Records from a dataset
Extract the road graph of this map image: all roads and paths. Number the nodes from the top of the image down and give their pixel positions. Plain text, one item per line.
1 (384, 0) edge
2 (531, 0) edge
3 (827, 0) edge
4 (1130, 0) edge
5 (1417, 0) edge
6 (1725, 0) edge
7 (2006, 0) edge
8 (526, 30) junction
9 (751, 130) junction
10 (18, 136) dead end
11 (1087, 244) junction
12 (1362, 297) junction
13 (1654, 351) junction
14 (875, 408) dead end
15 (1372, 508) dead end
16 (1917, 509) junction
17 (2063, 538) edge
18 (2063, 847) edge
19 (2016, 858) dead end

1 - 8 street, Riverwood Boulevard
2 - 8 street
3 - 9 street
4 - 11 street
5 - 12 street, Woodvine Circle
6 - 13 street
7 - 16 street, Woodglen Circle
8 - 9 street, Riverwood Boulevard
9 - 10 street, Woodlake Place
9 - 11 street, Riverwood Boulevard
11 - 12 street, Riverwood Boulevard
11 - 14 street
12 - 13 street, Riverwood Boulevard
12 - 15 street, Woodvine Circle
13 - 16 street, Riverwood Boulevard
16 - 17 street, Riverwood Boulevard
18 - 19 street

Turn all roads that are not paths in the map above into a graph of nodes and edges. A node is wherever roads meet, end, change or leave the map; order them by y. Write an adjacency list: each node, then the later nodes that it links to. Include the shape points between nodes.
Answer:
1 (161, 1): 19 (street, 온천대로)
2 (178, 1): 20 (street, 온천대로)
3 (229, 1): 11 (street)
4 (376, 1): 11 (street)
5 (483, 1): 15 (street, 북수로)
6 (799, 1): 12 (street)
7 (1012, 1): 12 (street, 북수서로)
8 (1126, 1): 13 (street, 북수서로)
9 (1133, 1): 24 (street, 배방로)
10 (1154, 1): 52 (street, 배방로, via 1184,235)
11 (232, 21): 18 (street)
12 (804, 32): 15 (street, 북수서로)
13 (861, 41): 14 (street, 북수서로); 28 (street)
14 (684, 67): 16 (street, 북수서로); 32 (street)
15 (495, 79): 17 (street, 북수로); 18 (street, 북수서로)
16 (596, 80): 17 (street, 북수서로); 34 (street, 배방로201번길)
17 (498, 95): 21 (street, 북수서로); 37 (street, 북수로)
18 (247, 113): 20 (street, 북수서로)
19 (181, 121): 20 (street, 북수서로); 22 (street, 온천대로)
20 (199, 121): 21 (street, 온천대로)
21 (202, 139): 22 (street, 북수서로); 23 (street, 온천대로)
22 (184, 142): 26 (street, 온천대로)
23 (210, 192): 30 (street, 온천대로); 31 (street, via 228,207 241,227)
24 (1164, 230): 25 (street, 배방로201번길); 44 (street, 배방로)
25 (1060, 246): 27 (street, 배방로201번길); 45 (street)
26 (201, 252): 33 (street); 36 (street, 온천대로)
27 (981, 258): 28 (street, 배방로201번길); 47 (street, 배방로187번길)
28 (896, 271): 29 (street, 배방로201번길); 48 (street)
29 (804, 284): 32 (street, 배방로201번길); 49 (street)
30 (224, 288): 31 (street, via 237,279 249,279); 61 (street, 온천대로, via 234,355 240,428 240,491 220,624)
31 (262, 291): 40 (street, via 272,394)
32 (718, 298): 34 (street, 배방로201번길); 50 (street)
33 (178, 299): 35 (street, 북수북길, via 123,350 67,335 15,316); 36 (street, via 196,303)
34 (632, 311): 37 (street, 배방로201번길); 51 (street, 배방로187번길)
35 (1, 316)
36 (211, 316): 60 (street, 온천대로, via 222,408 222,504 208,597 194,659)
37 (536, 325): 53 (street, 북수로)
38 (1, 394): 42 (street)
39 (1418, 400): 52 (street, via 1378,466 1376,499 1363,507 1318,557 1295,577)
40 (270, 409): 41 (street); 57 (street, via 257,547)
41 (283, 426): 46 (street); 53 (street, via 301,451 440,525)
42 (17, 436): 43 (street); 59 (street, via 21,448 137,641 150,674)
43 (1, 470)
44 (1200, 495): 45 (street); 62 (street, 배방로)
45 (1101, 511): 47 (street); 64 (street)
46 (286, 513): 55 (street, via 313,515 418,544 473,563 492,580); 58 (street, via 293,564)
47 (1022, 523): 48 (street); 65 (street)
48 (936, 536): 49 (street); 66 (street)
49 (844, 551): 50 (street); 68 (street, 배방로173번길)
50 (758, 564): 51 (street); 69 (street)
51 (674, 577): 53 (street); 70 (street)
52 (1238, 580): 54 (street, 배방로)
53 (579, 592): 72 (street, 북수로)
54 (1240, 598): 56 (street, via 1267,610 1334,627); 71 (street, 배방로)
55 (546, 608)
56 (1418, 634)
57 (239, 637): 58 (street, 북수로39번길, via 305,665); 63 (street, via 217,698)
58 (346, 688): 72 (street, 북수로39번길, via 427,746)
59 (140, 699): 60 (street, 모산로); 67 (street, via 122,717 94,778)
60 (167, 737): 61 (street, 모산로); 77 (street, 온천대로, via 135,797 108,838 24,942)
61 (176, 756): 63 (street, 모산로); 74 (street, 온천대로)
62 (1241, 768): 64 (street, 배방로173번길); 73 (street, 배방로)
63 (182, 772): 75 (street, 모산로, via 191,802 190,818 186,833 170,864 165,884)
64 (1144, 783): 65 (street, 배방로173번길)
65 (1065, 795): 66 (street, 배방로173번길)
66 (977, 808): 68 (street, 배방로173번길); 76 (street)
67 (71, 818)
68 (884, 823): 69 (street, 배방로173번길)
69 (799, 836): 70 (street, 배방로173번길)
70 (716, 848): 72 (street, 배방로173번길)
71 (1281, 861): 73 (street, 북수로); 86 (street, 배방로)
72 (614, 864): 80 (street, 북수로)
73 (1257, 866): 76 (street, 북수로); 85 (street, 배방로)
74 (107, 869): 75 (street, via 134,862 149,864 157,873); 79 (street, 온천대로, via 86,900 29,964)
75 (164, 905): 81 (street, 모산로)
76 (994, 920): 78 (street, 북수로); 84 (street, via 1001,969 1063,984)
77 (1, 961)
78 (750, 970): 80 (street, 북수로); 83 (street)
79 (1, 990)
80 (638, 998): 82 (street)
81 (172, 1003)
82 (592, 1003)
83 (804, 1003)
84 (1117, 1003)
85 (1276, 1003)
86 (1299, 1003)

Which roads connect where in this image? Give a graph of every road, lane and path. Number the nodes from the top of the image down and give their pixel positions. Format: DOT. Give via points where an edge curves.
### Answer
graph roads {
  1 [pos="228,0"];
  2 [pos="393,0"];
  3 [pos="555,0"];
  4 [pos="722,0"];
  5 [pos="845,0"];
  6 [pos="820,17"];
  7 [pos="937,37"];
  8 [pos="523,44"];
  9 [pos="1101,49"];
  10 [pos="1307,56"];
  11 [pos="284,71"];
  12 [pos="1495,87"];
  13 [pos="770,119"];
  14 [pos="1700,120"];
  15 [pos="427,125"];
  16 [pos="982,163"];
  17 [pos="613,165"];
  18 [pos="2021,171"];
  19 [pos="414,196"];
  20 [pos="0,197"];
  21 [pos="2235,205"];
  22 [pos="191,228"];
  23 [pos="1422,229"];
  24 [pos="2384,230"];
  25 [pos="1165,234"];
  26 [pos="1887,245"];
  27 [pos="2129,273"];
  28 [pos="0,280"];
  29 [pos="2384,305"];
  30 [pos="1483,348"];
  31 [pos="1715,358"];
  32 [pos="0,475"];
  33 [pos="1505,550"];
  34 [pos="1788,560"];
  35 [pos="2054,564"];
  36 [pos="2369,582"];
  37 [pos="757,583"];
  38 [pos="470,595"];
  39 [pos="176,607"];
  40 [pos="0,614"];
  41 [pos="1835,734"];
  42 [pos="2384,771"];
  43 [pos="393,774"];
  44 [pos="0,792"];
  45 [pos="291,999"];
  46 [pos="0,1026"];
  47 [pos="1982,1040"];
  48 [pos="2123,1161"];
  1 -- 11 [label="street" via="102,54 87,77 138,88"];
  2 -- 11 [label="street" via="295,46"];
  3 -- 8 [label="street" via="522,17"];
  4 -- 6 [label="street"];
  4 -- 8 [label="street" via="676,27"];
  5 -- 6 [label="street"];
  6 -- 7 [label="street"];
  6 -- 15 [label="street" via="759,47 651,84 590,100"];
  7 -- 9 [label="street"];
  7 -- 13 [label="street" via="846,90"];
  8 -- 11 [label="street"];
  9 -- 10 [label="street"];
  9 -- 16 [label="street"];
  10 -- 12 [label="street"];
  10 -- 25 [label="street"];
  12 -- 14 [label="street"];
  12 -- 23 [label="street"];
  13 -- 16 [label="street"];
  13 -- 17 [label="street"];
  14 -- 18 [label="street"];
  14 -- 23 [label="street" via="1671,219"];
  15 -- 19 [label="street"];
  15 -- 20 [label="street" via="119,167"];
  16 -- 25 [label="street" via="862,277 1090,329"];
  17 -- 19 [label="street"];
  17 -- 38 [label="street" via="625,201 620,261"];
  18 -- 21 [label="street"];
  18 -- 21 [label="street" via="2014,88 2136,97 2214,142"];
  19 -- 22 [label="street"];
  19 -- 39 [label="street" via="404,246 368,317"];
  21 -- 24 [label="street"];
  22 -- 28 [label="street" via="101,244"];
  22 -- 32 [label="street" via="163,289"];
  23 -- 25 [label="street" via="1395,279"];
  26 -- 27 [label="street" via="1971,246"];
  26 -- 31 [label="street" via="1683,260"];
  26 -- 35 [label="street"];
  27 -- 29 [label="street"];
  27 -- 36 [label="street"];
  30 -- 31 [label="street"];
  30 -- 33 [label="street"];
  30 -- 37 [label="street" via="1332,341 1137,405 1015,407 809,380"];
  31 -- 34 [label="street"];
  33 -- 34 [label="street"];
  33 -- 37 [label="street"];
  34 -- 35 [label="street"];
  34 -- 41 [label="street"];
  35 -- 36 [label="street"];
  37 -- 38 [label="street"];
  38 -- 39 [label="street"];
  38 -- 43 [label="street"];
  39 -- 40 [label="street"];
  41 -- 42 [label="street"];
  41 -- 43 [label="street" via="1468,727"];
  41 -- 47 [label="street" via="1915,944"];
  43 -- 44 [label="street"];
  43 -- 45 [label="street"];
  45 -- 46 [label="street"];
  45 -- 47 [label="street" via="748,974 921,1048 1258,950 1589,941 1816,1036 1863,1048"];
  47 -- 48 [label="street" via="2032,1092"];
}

Problem
The first line of the entries, the line with "Turn all roads", and every line between them should be retyped exactly, and nothing else.

Result of the exercise
Extract the road graph of this map image: all roads and paths. Number the nodes from the top of the image down and give their pixel positions. Plain text, one item per line.
1 (384, 0) edge
2 (531, 0) edge
3 (827, 0) edge
4 (1130, 0) edge
5 (1417, 0) edge
6 (1725, 0) edge
7 (2006, 0) edge
8 (526, 30) junction
9 (751, 130) junction
10 (18, 136) dead end
11 (1087, 244) junction
12 (1362, 297) junction
13 (1654, 351) junction
14 (875, 408) dead end
15 (1372, 508) dead end
16 (1917, 509) junction
17 (2063, 538) edge
18 (2063, 847) edge
19 (2016, 858) dead end

1 - 8 street, Riverwood Boulevard
2 - 8 street
3 - 9 street
4 - 11 street
5 - 12 street, Woodvine Circle
6 - 13 street
7 - 16 street, Woodglen Circle
8 - 9 street, Riverwood Boulevard
9 - 10 street, Woodlake Place
9 - 11 street, Riverwood Boulevard
11 - 12 street, Riverwood Boulevard
11 - 14 street
12 - 13 street, Riverwood Boulevard
12 - 15 street, Woodvine Circle
13 - 16 street, Riverwood Boulevard
16 - 17 street, Riverwood Boulevard
18 - 19 street

Turn all roads that are not paths in the map above into a graph of nodes and edges. A node is wherever roads meet, end, change or leave the map; order them by y. Write an adjacency list: each node, then the later nodes that it links to. Include the shape points between nodes.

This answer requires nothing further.